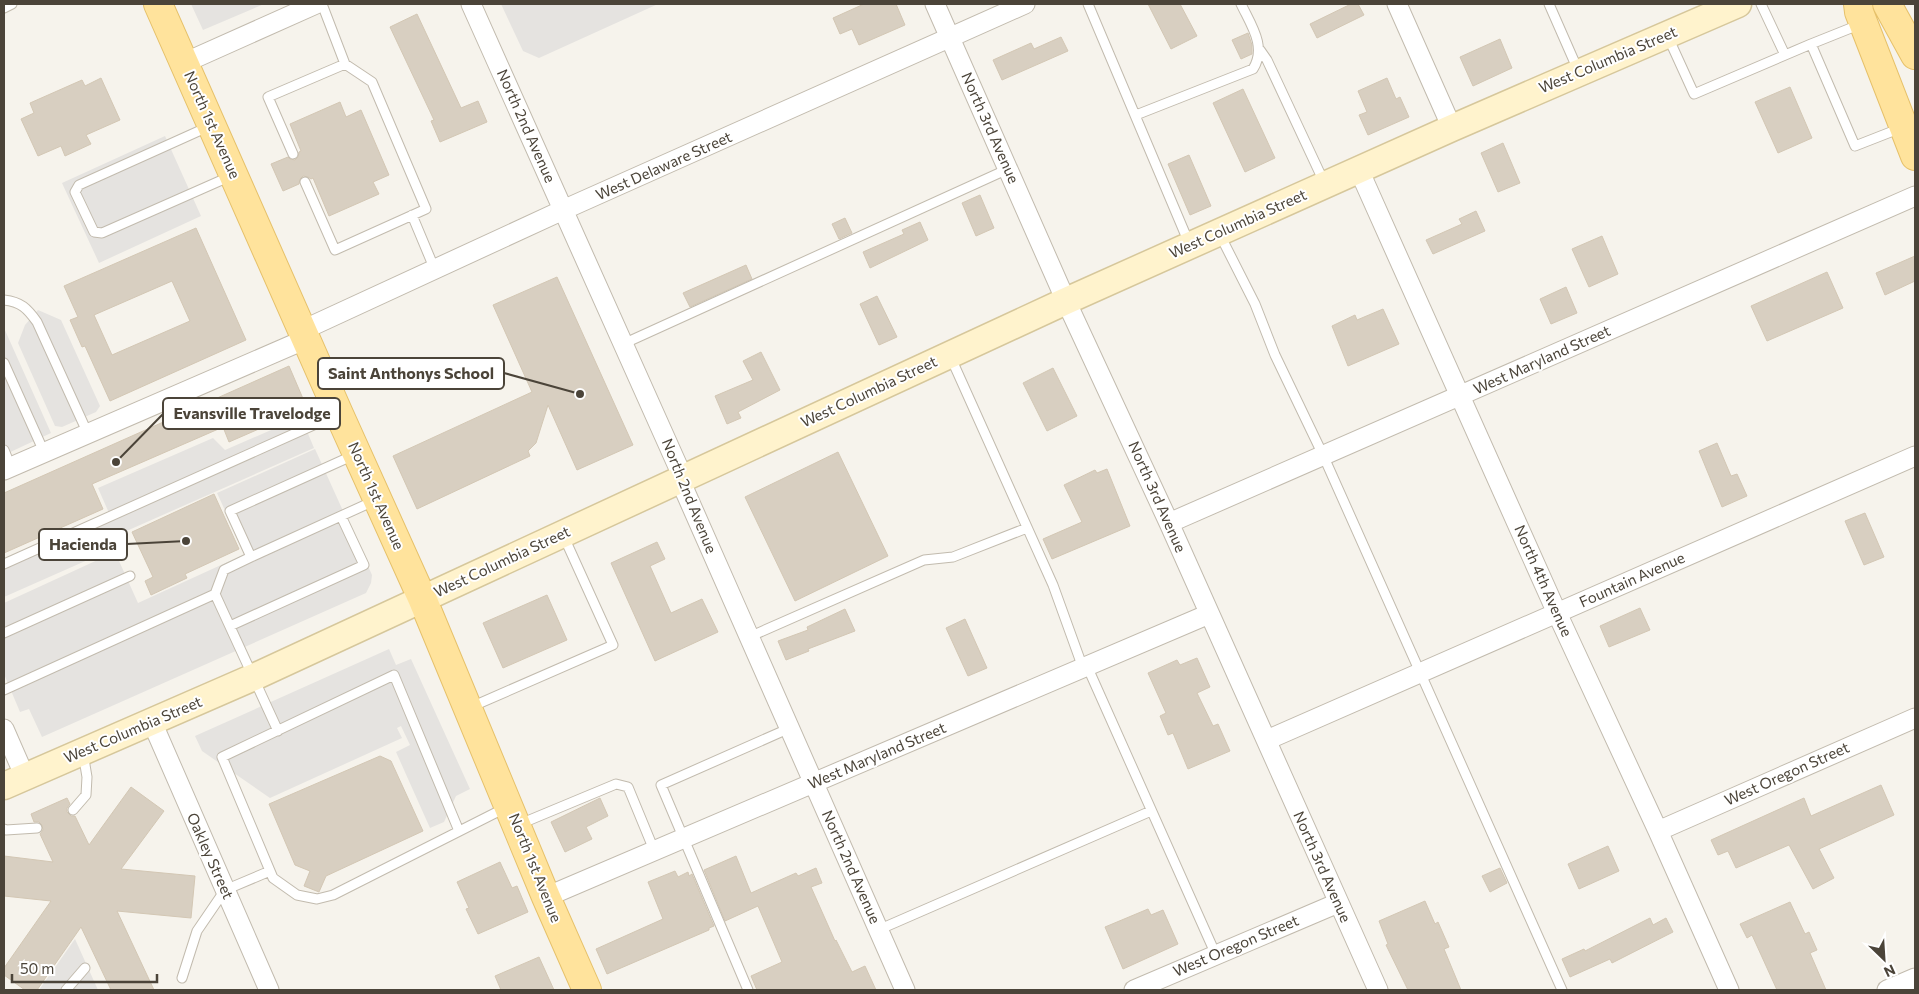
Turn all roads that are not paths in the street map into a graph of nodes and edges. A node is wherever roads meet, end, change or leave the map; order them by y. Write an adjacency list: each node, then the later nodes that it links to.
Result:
1 (12, 4): 15 (lane)
2 (158, 4): 23 (main road, North 1st Avenue)
3 (316, 4): 23 (street)
4 (322, 4): 24 (lane)
5 (471, 4): 38 (street, North 2nd Avenue)
6 (935, 4): 18 (street, North 3rd Avenue)
7 (1025, 4): 18 (street, West Delaware Street)
8 (1088, 4): 26 (lane)
9 (1241, 4): 20 (lane)
10 (1397, 4): 29 (street)
11 (1549, 4): 25 (lane)
12 (1738, 4): 17 (main road, West Columbia Street)
13 (1762, 4): 21 (lane)
14 (1887, 4): 22 (main road)
15 (4, 8)
16 (1861, 14): 19 (lane); 28 (main road)
17 (1667, 34): 21 (lane); 25 (main road, West Columbia Street)
18 (950, 38): 32 (street, North 3rd Avenue); 38 (street, West Delaware Street)
19 (1811, 44): 21 (lane); 28 (lane)
20 (1260, 50): 26 (lane); 36 (lane)
21 (1784, 55)
22 (1915, 55)
23 (184, 63): 27 (main road, North 1st Avenue)
24 (345, 64): 30 (lane); 39 (lane)
25 (1579, 73): 29 (main road, West Columbia Street)
26 (1136, 115): 41 (lane)
27 (212, 125): 34 (main road, North 1st Avenue); 34 (lane)
28 (1904, 127): 31 (main road)
29 (1452, 128): 33 (main road, West Columbia Street)
30 (293, 154)
31 (1915, 156)
32 (1008, 169): 44 (street, North 3rd Avenue); 46 (lane)
33 (1359, 170): 36 (main road, West Columbia Street); 49 (street, North 4th Avenue)
34 (234, 175): 45 (main road, North 1st Avenue)
35 (305, 182): 39 (lane)
36 (1325, 185): 40 (main road, West Columbia Street)
37 (1915, 196): 49 (street, West Maryland Street)
38 (563, 210): 42 (street, West Delaware Street); 46 (street, North 2nd Avenue)
39 (412, 216): 42 (lane)
40 (1219, 232): 41 (main road, West Columbia Street); 54 (lane)
41 (1190, 246): 44 (main road, West Columbia Street)
42 (435, 270): 45 (street, West Delaware Street)
43 (4, 300): 51 (lane)
44 (1066, 301): 47 (main road, West Columbia Street); 60 (street, North 3rd Avenue)
45 (304, 334): 50 (main road, North 1st Avenue); 51 (street, West Delaware Street)
46 (623, 344): 57 (street, North 2nd Avenue)
47 (949, 354): 57 (main road, West Columbia Street); 61 (lane)
48 (4, 363): 52 (lane)
49 (1460, 396): 54 (street, West Maryland Street); 68 (street, North 4th Avenue)
50 (339, 414): 53 (main road, North 1st Avenue); 64 (lane)
51 (88, 434): 52 (street, West Delaware Street)
52 (44, 452): 56 (street, West Delaware Street)
53 (357, 454): 58 (main road, North 1st Avenue); 63 (lane)
54 (1323, 456): 60 (street, West Maryland Street); 74 (lane)
55 (1915, 456): 68 (street, Fountain Avenue)
56 (6, 462)
57 (680, 480): 62 (main road, West Columbia Street); 72 (street, North 2nd Avenue)
58 (377, 499): 59 (lane); 67 (main road, North 1st Avenue)
59 (341, 516): 63 (lane); 70 (lane)
60 (1169, 523): 69 (street, North 3rd Avenue)
61 (1027, 528): 72 (lane); 73 (lane)
62 (563, 534): 67 (main road, West Columbia Street); 77 (lane)
63 (251, 557): 66 (lane)
64 (4, 564)
65 (130, 576): 71 (lane)
66 (215, 594): 70 (lane); 76 (lane)
67 (422, 598): 75 (main road, West Columbia Street); 77 (main road, North 1st Avenue)
68 (1557, 613): 74 (street, Fountain Avenue); 93 (street, North 4th Avenue)
69 (1209, 614): 73 (street, West Maryland Street); 83 (street, North 3rd Avenue)
70 (230, 626): 75 (lane)
71 (4, 633)
72 (749, 637): 80 (street, North 2nd Avenue)
73 (1085, 667): 86 (street, West Maryland Street); 88 (lane)
74 (1421, 672): 83 (street, Fountain Avenue); 112 (lane)
75 (254, 678): 79 (main road, West Columbia Street); 82 (lane)
76 (4, 690)
77 (468, 708): 89 (main road, North 1st Avenue)
78 (1915, 718): 93 (street, West Oregon Street)
79 (152, 722): 84 (main road, West Columbia Street); 97 (street, Oakley Street)
80 (790, 728): 86 (street, North 2nd Avenue); 94 (lane)
81 (4, 729): 85 (street)
82 (278, 731): 92 (lane); 96 (lane)
83 (1267, 740): 99 (street, North 3rd Avenue)
84 (83, 752): 85 (main road, West Columbia Street); 87 (lane)
85 (14, 782)
86 (814, 782): 94 (street, West Maryland Street); 100 (street, North 2nd Avenue)
87 (73, 810)
88 (1151, 811): 100 (lane); 101 (lane)
89 (513, 815): 92 (lane); 95 (lane); 98 (main road, North 1st Avenue)
90 (37, 828): 91 (lane)
91 (4, 829)
92 (459, 831): 96 (lane)
93 (1658, 831): 113 (street, North 4th Avenue)
94 (683, 838): 95 (street, West Maryland Street); 108 (lane)
95 (654, 850): 98 (street, West Maryland Street)
96 (270, 871): 97 (lane)
97 (225, 890): 103 (lane); 106 (street, Oakley Street)
98 (546, 897): 107 (main road, North 1st Avenue)
99 (1338, 902): 101 (street, West Oregon Street); 111 (street, North 3rd Avenue)
100 (878, 930): 109 (street, North 2nd Avenue)
101 (1216, 955): 110 (street, West Oregon Street)
102 (85, 968): 105 (lane)
103 (182, 978)
104 (1915, 978): 114 (street)
105 (66, 990)
106 (267, 990)
107 (587, 990)
108 (748, 990)
109 (905, 990)
110 (1134, 990)
111 (1378, 990)
112 (1562, 990)
113 (1729, 990)
114 (1887, 990)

++++

**WHAT THE TASK REQUIRES**
The expected output is every line of the records in which the string "Oakley" appears.

**TASK ANSWER**
79 (152, 722): 84 (main road, West Columbia Street); 97 (street, Oakley Street)
97 (225, 890): 103 (lane); 106 (street, Oakley Street)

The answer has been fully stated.